August 30th, 2012 ~ by admin

“We are hitting the limits of physics in many cases” – IBM zEC12 5.5GHz

z12 MCM Layout

“We are hitting the limits of physics in many cases”  These words, spoken by an IBM engineer about the new zEnterprise EC15 mainframe do well to describe the processor that runs it.  The z12, as we’ll refer to this processor, replaces the z196 as IBM’s top performer.  The z196 ran at a slothly 5.2GHz, the fastest commercial processor in the world until now.  The z12 runs at 5.5GHz and was designed to be clocked up to 6GHz.  It is made on a 13layer 32 nm High-K process (the z196 was made on a 45nm process).  This allowed a doubling of logic and cache density.

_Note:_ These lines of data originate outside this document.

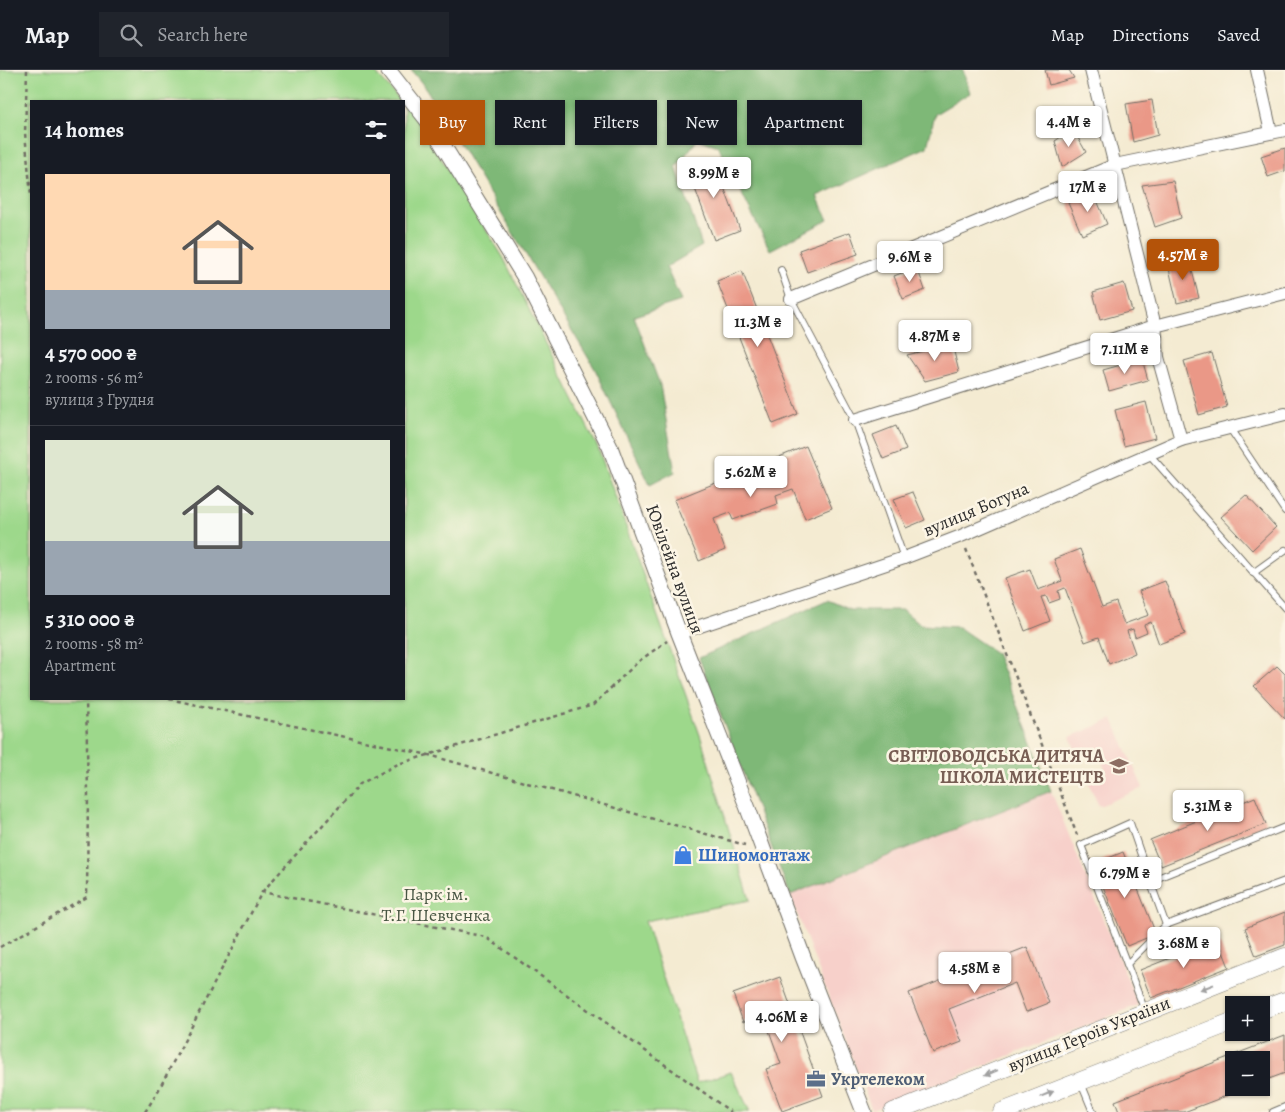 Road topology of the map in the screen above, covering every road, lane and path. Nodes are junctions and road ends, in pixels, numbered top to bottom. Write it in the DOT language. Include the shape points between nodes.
graph roads {
  1 [pos="27,70"];
  2 [pos="388,70"];
  3 [pos="1092,70"];
  4 [pos="1257,70"];
  5 [pos="1285,130"];
  6 [pos="1271,132"];
  7 [pos="1115,165"];
  8 [pos="30,186"];
  9 [pos="781,270"];
  10 [pos="1285,293"];
  11 [pos="791,299"];
  12 [pos="1155,326"];
  13 [pos="1285,414"];
  14 [pos="855,420"];
  15 [pos="1229,427"];
  16 [pos="1181,440"];
  17 [pos="1149,454"];
  18 [pos="1285,511"];
  19 [pos="961,536"];
  20 [pos="1285,550"];
  21 [pos="904,558"];
  22 [pos="1253,573"];
  23 [pos="1285,608"];
  24 [pos="679,633"];
  25 [pos="86,700"];
  26 [pos="181,700"];
  27 [pos="429,755"];
  28 [pos="1285,827"];
  29 [pos="1081,845"];
  30 [pos="764,850"];
  31 [pos="1150,881"];
  32 [pos="1285,881"];
  33 [pos="262,892"];
  34 [pos="1166,925"];
  35 [pos="0,947"];
  36 [pos="1285,957"];
  37 [pos="1127,964"];
  38 [pos="1285,1001"];
  39 [pos="1270,1007"];
  40 [pos="1145,1011"];
  41 [pos="1225,1025"];
  42 [pos="1080,1081"];
  43 [pos="1285,1107"];
  44 [pos="145,1112"];
  45 [pos="731,1112"];
  46 [pos="864,1112"];
  47 [pos="893,1112"];
  48 [pos="1002,1112"];
  49 [pos="1093,1112"];
  50 [pos="1273,1112"];
  1 -- 8 [label="path" via="25,134"];
  2 -- 24 [label="street, Ювілейна вулиця" via="428,121 525,278 610,447"];
  3 -- 7 [label="street"];
  4 -- 6 [label="street"];
  5 -- 6 [label="street"];
  6 -- 7 [label="street"];
  7 -- 11 [label="street"];
  7 -- 12 [label="street"];
  9 -- 11 [label="lane"];
  10 -- 12 [label="street"];
  11 -- 14 [label="lane"];
  12 -- 14 [label="street"];
  12 -- 16 [label="street" via="1158,357"];
  13 -- 15 [label="street, вулиця Богуна"];
  14 -- 21 [label="lane"];
  15 -- 16 [label="street, вулиця Богуна"];
  15 -- 18 [label="lane"];
  16 -- 17 [label="street, вулиця Богуна"];
  17 -- 19 [label="street, вулиця Богуна"];
  17 -- 22 [label="lane"];
  19 -- 21 [label="street, вулиця Богуна"];
  19 -- 29 [label="path"];
  20 -- 22 [label="lane"];
  21 -- 24 [label="street, вулиця Богуна"];
  22 -- 23 [label="lane"];
  24 -- 27 [label="path" via="639,661 593,705"];
  24 -- 30 [label="street, Ювілейна вулиця"];
  25 -- 35 [label="path" via="86,897"];
  26 -- 27 [label="path"];
  27 -- 30 [label="path"];
  27 -- 33 [label="path" via="398,764 360,784"];
  28 -- 31 [label="lane"];
  29 -- 31 [label="lane" via="1130,823"];
  29 -- 37 [label="lane"];
  30 -- 46 [label="street, Ювілейна вулиця"];
  31 -- 34 [label="lane"];
  32 -- 34 [label="lane"];
  33 -- 44 [label="path"];
  33 -- 45 [label="path" via="486,937"];
  34 -- 37 [label="lane"];
  36 -- 40 [label="main road, вулиця Героїв України, one-way"];
  37 -- 40 [label="lane"];
  38 -- 39 [label="main road"];
  40 -- 47 [label="main road, вулиця Героїв України, one-way"];
  41 -- 42 [label="main road"];
  48 -- 42 [label="main road, one-way"];
  42 -- 49 [label="lane"];
  43 -- 50 [label="lane"];
}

The EC12 is designed  with single thread performance in mind.  While many systems today focus on massive parallelism, and optimizing code for multi-threading, some tasks do not work well that way, data analytics, batch processing etc, are fundamentally serial processes, so less cores, and more speed per core is far more important.  The z12 is based on a MCM (Multi-chip module) that contains 6 Processing Units (PUs) and 2 Storage Controllers (SC, which contain 196MB of L4 cache each) for a total of 8 dies on each MCM.  Each PU contains 4, 5 or 6 active cores.  The MCM is a 103-layer glass ceramic substrate (size is 96 x 96 mm) containing eight chip sites and 7356 land grid array (LGA) connections.

IBM zEC12 6-core PU – 2.75 Billion Transitors – 5.5GHz

Each PU chip has 2.75 billion transistors. Each one of the six cores has its own L1 cache with 64 KB for instructions and 96 KB for data. Next to each core resides its private L2 cache, with 1 MB for instructions and 1 MB for data respectively.